Copy, from the material below, each line where "JSON" shows up.
DATA EXTRACT below:
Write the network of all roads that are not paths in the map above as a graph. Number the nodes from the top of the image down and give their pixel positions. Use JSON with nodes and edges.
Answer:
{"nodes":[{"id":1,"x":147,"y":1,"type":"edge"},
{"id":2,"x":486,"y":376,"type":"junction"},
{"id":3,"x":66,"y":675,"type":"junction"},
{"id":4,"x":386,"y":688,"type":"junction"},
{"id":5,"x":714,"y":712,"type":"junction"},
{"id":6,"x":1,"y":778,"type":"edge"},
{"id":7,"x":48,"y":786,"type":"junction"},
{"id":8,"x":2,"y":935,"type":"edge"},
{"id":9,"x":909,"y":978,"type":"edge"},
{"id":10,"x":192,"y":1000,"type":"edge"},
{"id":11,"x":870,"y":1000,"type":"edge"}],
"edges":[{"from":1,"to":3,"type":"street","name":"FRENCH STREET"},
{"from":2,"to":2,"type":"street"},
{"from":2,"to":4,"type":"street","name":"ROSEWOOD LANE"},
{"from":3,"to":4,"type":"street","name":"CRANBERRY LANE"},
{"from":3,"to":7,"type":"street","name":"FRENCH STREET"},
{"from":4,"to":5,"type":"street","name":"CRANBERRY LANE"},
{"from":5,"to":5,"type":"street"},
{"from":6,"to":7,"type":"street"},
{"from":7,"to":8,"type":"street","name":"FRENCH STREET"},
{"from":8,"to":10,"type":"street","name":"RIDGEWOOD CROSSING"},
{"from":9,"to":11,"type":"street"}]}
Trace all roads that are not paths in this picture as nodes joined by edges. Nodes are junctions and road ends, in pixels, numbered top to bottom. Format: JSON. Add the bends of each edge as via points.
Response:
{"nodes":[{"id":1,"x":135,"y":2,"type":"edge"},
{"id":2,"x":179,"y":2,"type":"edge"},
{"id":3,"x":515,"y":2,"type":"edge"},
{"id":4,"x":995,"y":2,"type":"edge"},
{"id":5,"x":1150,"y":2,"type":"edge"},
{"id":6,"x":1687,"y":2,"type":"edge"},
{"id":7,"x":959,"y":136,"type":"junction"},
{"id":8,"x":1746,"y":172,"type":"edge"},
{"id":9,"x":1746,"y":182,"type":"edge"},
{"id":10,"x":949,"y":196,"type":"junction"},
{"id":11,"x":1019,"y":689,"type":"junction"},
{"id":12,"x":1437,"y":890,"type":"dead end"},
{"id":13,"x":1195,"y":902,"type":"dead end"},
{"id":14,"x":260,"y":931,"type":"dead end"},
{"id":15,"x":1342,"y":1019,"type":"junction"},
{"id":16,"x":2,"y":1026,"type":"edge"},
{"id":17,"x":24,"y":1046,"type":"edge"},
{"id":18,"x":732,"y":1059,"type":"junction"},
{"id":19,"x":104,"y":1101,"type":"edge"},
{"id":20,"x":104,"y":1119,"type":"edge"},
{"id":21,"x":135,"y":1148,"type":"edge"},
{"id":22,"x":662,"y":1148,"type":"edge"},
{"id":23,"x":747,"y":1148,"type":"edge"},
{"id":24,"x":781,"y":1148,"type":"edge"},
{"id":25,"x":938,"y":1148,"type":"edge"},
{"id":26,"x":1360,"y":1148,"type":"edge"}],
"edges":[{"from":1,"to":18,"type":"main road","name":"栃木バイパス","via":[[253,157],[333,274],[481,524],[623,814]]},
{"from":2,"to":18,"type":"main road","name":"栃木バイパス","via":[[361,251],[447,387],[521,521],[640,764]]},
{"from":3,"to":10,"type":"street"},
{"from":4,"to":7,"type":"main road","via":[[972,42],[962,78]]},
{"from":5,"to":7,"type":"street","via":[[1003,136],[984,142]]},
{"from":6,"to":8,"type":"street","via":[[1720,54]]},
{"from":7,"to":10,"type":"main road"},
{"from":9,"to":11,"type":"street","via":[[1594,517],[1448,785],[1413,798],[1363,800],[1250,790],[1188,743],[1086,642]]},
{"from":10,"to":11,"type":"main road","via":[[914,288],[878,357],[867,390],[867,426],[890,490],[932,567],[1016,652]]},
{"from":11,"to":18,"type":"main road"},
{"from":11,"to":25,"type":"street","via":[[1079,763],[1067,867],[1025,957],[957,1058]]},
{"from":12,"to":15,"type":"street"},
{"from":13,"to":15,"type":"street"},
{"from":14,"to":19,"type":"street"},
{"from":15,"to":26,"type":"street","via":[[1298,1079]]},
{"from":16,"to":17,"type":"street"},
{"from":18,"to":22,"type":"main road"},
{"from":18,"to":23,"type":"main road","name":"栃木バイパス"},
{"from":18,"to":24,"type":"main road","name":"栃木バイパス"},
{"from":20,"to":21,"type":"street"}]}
End of DATA EXTRACT.
__RESULT FOR THIS TASK__:
Write the network of all roads that are not paths in the map above as a graph. Number the nodes from the top of the image down and give their pixel positions. Use JSON with nodes and edges.
Trace all roads that are not paths in this picture as nodes joined by edges. Nodes are junctions and road ends, in pixels, numbered top to bottom. Format: JSON. Add the bends of each edge as via points.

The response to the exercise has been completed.